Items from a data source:
*** Begin section ***

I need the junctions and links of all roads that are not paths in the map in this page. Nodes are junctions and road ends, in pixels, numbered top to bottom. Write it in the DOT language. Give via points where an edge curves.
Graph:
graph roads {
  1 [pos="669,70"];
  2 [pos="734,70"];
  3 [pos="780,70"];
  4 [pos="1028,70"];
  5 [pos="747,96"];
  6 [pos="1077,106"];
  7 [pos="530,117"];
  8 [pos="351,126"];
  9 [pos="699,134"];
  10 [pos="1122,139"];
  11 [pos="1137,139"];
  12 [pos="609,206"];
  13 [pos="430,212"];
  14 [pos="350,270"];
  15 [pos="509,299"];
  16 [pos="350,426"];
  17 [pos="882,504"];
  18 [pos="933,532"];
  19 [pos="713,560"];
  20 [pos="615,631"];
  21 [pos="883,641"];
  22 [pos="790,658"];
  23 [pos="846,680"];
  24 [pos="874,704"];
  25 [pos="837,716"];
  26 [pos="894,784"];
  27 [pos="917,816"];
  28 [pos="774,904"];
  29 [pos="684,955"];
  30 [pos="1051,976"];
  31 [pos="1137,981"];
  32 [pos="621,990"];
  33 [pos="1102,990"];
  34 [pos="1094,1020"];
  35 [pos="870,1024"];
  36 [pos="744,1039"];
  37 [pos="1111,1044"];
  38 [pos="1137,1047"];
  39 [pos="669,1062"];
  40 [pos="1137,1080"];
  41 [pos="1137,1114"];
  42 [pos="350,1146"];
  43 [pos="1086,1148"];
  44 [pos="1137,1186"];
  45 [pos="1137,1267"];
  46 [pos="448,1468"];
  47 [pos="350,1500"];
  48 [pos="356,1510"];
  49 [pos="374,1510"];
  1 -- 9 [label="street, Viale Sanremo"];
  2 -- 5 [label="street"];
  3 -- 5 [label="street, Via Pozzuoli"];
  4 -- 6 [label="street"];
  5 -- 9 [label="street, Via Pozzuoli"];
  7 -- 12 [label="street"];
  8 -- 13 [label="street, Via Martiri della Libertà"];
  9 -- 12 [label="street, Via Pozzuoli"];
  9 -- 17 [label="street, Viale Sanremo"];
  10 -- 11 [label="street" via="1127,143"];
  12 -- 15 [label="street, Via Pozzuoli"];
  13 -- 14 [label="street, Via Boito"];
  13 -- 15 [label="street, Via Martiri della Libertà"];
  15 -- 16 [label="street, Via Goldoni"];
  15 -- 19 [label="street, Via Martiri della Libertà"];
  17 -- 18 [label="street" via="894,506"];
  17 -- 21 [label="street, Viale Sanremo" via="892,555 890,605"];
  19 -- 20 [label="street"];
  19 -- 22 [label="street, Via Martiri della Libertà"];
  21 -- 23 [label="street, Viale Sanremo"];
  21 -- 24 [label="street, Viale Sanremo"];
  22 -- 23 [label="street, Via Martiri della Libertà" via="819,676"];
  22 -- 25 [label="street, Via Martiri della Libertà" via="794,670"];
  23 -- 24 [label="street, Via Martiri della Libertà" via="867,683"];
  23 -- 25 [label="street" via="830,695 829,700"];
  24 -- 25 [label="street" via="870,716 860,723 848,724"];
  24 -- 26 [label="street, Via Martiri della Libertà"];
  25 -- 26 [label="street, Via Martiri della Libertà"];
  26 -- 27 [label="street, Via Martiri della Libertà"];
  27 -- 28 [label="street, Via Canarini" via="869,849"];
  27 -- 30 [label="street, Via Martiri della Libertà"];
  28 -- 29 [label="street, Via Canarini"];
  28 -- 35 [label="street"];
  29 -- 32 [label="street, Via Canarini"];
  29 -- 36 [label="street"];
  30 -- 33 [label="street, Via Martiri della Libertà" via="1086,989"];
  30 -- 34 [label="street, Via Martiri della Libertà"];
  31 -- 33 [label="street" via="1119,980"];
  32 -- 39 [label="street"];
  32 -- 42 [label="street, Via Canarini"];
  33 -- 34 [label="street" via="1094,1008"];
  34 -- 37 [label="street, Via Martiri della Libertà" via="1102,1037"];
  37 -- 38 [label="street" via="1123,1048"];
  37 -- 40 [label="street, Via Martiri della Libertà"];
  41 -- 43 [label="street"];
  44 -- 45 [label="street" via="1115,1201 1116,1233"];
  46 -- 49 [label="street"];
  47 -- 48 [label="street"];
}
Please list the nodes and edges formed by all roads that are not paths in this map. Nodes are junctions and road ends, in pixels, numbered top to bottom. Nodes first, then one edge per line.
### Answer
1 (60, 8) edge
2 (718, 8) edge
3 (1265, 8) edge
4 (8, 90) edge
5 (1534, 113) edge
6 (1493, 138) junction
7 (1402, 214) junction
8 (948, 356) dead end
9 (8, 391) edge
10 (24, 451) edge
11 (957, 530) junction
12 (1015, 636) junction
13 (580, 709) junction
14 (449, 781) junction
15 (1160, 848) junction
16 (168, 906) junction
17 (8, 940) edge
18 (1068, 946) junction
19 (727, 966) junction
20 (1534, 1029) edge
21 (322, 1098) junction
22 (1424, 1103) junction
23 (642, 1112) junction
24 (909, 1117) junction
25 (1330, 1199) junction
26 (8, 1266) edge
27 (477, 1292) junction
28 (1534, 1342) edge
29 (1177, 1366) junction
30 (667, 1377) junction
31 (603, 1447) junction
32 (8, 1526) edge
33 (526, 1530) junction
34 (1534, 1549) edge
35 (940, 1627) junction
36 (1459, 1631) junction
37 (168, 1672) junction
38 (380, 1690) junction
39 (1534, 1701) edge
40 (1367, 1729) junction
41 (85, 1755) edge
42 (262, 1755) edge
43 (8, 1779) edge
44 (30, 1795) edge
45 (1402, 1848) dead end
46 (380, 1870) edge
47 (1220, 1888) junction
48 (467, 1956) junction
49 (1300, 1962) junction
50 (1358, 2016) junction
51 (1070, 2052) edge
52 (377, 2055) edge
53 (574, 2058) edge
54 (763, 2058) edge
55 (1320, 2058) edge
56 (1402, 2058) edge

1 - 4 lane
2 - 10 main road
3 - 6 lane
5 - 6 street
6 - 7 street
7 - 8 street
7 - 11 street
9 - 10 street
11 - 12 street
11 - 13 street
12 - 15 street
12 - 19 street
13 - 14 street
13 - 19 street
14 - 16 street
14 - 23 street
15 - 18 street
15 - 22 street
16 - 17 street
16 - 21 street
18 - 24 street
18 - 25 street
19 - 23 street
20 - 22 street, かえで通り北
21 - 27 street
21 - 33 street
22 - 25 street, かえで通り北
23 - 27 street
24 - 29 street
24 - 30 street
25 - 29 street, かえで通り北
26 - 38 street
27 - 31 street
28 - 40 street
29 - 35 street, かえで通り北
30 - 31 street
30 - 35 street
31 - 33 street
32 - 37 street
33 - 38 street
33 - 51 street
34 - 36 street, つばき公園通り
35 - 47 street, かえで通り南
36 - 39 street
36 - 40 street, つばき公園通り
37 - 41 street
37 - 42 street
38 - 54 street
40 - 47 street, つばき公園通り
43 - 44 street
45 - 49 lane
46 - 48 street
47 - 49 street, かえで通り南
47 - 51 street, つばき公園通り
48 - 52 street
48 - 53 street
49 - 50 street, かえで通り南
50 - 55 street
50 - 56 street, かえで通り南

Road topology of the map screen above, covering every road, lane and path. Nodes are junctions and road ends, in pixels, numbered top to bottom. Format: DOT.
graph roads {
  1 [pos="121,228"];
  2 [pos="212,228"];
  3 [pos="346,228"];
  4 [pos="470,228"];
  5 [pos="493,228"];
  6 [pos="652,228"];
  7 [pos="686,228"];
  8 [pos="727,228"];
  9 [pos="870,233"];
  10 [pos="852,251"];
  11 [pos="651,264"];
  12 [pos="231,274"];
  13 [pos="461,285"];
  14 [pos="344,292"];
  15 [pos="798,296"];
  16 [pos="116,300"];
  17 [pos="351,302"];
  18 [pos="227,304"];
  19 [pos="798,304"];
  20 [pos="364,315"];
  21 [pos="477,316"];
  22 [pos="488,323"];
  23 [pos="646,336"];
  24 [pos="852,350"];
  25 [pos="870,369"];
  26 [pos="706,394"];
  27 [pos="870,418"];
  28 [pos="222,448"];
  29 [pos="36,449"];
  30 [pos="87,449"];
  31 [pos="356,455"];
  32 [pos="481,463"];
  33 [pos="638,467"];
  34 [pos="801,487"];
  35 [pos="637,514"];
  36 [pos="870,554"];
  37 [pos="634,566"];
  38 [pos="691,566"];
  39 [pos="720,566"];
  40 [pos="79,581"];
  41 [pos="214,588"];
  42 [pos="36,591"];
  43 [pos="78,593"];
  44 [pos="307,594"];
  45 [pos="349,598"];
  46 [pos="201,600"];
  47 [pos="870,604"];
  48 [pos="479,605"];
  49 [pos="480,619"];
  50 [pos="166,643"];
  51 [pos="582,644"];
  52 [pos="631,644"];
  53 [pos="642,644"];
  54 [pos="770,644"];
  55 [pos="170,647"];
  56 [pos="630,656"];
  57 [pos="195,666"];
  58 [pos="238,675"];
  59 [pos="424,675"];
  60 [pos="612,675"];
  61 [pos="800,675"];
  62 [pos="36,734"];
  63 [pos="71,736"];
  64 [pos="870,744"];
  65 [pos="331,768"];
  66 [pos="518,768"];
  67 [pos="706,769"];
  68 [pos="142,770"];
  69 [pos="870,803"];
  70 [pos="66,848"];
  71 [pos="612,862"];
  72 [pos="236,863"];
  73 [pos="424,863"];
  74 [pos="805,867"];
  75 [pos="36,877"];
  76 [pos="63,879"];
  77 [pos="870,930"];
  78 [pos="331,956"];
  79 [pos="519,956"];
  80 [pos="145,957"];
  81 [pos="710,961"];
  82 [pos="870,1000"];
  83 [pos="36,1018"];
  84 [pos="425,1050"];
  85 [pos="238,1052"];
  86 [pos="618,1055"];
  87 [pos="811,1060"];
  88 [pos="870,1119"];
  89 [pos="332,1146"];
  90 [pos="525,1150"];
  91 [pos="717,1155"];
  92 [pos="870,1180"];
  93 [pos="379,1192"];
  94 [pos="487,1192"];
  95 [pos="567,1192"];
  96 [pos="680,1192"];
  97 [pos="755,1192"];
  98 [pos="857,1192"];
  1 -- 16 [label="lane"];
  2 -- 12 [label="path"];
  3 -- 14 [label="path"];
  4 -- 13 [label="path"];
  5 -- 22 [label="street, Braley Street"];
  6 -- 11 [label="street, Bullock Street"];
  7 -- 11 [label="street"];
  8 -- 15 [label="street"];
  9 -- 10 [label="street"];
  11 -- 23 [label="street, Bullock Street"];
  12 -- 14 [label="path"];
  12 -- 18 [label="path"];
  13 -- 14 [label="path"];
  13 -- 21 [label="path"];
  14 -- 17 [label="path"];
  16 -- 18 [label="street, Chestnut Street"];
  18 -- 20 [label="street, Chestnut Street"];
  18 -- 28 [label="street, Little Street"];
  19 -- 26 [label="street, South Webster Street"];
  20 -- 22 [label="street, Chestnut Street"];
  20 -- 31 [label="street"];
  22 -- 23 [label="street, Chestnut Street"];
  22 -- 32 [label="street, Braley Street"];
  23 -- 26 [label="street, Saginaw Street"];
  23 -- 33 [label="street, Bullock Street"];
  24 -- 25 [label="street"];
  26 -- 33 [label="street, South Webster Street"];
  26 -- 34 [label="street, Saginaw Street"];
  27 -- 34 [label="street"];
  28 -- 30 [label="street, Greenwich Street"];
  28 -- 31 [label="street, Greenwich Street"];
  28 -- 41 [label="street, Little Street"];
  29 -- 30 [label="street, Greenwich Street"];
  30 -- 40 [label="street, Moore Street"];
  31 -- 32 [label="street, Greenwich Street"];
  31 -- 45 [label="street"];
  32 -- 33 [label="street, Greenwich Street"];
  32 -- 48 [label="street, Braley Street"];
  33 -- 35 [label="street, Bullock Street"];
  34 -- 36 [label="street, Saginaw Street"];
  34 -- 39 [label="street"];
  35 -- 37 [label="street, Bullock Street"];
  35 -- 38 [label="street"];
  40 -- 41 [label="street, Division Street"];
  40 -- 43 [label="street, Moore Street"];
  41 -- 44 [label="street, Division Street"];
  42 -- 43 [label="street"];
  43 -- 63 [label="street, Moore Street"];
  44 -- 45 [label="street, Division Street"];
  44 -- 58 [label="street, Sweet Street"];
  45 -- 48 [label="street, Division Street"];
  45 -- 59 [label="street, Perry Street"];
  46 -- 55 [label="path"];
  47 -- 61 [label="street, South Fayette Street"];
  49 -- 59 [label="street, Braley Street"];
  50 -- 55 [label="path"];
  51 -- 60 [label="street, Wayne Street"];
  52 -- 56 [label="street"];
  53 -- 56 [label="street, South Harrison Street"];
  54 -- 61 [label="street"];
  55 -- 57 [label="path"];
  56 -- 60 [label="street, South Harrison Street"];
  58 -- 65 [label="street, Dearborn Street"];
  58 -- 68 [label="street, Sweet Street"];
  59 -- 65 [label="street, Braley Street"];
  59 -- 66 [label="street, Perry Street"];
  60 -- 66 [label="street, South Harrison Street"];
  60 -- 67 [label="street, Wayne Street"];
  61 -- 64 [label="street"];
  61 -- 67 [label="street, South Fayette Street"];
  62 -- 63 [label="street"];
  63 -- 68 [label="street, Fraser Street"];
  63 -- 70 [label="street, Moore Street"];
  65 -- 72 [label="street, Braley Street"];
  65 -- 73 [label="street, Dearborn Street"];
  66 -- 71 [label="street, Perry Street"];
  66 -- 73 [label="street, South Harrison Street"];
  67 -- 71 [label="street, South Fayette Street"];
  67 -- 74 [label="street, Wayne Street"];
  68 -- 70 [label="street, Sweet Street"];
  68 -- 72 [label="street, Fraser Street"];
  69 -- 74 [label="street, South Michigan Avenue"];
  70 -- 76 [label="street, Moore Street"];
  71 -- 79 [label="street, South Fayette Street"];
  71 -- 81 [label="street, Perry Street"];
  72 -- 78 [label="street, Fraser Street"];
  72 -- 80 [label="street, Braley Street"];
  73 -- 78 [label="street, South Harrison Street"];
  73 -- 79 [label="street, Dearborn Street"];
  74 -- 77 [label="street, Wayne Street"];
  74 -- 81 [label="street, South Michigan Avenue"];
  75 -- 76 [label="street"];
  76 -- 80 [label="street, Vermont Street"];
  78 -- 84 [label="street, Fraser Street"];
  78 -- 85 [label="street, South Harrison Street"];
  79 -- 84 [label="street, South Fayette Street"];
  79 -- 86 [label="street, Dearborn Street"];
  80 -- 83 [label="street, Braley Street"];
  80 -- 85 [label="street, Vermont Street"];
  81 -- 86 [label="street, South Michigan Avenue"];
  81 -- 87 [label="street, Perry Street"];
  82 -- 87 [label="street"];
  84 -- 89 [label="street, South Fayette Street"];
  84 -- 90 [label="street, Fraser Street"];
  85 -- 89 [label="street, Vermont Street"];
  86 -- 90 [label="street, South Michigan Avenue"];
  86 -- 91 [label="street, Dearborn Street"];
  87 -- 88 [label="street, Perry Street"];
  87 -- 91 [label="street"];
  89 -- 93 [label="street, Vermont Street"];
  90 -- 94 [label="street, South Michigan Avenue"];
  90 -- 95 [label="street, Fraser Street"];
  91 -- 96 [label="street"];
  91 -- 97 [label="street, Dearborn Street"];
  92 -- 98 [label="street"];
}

*** End section ***

Reproduce every line above containing "Braley".

▶ _WRITTEN SOLUTION_
  5 -- 22 [label="street, Braley Street"];
  22 -- 32 [label="street, Braley Street"];
  32 -- 48 [label="street, Braley Street"];
  49 -- 59 [label="street, Braley Street"];
  59 -- 65 [label="street, Braley Street"];
  65 -- 72 [label="street, Braley Street"];
  72 -- 80 [label="street, Braley Street"];
  80 -- 83 [label="street, Braley Street"];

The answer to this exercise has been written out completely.